Эти тексты, как видим, вовсе нельзя считать бессодержательными. Однако благодаря отсутствию последовательной логики изложения читатель в первую очередь воспринимает именно образы, которые как бы проскальзывают мимо аналитического восприятия и потому действительно могут показаться бессвязными и хаотическими. Тем не менее, связь между ними есть – если не в одном стихотворении, то в нескольких фрагментах книги все равно проявляется одна и та же тематика, не говоря уже о хорошо проработанной и как раз вполне последовательной метрической и ритмической структуре всего произведения. Это действительно, вспомним определение самого поэта, «упорядоченный хаос», который действует на сознание читателя скорее интуитивно, чем на дискурсивном уровне. Вот почему интерпретаторы этого текста склонны больше доверять своему непосредственному впечатлению, чем данным структурного анализа. Несмотря на фрагментарность, «CarteBlanche» хорошо читается, более того, стихи как бы завораживают и не отпускают читателя, пока не будет прочитано самое последнее стихотворение. Речь здесь, разумеется, идет не о первом попавшемся, а о подготовленном читателе, способном отложить в сторону требование немедленного предъявления какого-то актуального смысла ради словесной музыки и психоделического перетекания образов. Такой читатель, безусловно, будет вознагражден не только измененным состоянием сознания, но и расширением до невероятной степени собственных рецептивных возможностей.

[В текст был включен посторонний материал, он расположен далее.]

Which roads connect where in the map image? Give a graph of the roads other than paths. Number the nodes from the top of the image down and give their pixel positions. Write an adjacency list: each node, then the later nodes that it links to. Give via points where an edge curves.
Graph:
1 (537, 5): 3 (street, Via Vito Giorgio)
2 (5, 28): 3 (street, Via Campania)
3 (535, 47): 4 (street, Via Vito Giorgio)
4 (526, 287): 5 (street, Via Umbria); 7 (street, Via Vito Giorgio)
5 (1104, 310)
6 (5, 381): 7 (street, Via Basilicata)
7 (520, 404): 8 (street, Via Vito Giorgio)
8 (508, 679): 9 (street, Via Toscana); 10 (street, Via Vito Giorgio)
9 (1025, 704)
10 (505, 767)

Сам автор в этой книге словно отступает в сторону, предоставляя читателю carteblanche – каким образом читать и как относиться к этому непростому произведению. Поэт ничего не объясняет, но и ничего не навязывает своему читателю, и дальнейшее их общение зависит исключительно от свободной воли и желания последнего. Помещенные в конце примечания представляют собой иронический комментарий не столько к тексту этой книги, сколько вообще к творчеству Павла Жагуна. Эти примечания, как и «Пыль Калиостро», написаны ритмизованной прозой и предлагают своего рода антитезу к хаотическому содержанию «CarteBlanche». И в них точно так же проявляется практически весь набор интересующих автора тем. Напоследок стоит упомянуть еще и о том, что эта книга сама по себе является замечательным арт-объектом. Каждый фрагмент, вне зависимости от своего размера, расположен на отдельной странице, что дает читателю возможность делать небольшую паузу перед каждым новым стихотворением. А паузы, как уже было отмечено критиками, играют в творчестве Павла Жагуна очень важную роль. В конце концов, чреватая чем-то значимым пустота – это одна из главных символических эмблем современной культуры.